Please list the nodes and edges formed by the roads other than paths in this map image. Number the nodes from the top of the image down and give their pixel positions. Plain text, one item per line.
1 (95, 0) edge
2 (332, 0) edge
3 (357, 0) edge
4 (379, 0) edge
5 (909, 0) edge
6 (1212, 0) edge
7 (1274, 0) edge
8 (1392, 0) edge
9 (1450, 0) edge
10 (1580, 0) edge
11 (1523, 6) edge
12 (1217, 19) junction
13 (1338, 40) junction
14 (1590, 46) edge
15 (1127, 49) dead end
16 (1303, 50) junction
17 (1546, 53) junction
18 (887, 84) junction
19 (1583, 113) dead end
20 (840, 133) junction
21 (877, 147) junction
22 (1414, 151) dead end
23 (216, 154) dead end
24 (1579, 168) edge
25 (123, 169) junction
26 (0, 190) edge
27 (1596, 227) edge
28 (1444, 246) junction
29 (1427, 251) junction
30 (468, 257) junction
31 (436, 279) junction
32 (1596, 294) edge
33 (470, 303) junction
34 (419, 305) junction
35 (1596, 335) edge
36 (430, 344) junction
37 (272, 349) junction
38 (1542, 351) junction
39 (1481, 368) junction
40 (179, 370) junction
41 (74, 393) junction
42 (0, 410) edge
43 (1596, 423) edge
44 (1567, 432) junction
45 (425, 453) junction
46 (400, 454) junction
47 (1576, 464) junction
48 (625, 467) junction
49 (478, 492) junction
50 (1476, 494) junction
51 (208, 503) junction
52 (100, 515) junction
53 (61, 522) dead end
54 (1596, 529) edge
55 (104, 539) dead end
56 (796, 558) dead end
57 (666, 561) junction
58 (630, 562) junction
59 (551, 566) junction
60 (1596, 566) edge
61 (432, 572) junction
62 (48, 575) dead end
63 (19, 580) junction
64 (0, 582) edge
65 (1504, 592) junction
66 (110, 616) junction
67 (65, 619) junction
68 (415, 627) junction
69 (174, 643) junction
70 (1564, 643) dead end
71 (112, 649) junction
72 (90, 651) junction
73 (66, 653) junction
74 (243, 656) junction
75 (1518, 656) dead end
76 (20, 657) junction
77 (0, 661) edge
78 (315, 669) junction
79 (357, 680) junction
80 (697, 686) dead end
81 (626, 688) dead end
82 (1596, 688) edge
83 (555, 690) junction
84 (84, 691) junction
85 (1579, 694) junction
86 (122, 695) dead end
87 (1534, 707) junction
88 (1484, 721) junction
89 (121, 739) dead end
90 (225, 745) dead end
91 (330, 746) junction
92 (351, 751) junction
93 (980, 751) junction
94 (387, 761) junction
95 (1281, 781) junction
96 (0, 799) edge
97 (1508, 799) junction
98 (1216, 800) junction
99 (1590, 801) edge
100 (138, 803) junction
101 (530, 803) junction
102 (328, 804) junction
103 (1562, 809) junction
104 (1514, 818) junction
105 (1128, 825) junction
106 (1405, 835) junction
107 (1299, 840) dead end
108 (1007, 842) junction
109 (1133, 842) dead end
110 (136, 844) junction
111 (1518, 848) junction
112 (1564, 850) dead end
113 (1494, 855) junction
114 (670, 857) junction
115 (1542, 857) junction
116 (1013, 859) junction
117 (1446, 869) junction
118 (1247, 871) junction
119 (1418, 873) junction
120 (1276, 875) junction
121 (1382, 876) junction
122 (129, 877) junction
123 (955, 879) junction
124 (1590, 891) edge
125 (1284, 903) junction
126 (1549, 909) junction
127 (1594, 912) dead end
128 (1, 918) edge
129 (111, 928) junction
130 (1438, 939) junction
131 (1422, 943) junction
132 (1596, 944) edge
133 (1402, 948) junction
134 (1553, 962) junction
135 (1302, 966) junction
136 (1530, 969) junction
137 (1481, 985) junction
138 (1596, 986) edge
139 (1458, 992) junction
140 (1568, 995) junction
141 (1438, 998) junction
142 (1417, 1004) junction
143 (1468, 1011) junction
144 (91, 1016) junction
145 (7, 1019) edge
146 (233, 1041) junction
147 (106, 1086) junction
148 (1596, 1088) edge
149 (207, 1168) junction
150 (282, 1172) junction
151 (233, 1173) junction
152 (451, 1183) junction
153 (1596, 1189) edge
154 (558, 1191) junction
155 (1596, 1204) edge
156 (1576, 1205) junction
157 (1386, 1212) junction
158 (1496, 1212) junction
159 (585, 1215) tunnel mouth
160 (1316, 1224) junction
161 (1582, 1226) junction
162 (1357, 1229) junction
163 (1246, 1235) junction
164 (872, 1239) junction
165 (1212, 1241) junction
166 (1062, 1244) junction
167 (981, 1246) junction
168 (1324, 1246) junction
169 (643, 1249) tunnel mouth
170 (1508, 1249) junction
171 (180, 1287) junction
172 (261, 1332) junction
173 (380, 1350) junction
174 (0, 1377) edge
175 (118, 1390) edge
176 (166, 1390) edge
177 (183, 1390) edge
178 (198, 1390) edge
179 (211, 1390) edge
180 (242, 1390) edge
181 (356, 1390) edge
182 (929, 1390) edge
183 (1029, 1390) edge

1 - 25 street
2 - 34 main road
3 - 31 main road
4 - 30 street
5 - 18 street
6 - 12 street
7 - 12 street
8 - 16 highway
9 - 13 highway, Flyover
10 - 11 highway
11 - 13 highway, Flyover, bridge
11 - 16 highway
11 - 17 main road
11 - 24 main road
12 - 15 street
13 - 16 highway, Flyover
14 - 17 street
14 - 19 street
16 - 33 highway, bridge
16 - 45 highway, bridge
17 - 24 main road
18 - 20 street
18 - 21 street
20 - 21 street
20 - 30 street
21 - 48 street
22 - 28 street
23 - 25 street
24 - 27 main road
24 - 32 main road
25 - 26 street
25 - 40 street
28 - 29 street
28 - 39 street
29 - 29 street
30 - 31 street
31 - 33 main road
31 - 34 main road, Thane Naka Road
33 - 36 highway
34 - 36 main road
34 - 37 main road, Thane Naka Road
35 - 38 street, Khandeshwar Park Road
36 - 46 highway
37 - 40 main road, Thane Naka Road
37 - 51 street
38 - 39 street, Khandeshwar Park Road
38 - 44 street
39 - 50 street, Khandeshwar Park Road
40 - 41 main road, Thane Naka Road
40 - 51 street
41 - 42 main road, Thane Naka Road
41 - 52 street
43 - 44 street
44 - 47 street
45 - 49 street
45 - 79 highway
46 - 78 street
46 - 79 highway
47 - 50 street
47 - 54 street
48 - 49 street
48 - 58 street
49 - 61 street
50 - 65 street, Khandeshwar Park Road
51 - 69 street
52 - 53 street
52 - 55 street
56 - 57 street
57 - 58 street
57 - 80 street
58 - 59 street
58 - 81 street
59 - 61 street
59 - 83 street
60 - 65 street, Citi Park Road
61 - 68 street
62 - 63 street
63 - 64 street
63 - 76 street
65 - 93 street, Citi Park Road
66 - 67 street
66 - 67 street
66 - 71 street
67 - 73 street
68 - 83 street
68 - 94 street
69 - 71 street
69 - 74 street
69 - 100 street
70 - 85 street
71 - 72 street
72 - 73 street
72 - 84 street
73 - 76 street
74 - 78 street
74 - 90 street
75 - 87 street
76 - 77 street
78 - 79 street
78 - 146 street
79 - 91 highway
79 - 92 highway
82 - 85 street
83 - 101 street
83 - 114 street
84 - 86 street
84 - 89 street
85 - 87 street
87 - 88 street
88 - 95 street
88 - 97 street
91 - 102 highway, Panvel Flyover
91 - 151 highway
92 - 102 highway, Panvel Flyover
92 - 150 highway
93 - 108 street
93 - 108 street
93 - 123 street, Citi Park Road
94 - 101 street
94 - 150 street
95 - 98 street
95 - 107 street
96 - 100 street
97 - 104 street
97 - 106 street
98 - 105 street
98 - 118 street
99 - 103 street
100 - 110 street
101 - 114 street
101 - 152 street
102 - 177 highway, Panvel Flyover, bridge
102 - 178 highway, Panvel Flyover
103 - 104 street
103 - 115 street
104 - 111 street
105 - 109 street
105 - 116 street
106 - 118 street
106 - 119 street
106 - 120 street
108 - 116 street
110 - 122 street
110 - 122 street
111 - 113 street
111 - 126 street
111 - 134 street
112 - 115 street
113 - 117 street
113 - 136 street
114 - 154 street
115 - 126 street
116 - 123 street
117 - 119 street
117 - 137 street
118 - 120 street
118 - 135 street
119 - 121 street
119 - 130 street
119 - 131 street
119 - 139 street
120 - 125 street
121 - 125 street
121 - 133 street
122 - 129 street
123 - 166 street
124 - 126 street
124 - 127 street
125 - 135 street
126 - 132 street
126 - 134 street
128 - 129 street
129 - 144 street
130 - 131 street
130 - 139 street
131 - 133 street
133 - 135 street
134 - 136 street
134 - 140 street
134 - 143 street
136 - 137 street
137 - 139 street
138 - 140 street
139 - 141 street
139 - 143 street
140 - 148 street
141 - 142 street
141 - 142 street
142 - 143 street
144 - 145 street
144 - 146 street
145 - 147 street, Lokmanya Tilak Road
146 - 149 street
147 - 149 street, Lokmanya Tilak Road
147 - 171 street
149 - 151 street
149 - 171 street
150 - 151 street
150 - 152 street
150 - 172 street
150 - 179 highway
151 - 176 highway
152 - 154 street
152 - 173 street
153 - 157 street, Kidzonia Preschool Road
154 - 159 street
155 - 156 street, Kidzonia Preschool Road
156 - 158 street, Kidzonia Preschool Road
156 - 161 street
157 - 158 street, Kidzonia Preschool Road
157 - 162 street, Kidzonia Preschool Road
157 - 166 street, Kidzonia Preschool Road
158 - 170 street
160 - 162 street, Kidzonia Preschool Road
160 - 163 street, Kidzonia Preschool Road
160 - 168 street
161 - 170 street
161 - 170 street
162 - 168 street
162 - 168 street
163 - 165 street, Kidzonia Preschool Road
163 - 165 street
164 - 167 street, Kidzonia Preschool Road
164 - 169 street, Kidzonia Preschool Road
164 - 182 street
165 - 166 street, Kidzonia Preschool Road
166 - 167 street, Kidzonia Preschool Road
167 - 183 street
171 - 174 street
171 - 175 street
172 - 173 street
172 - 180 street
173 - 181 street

....

* [What you will do]: Establish how many lines of the data above contain "tunnel". State that number and no more.

* [Answer section]: 2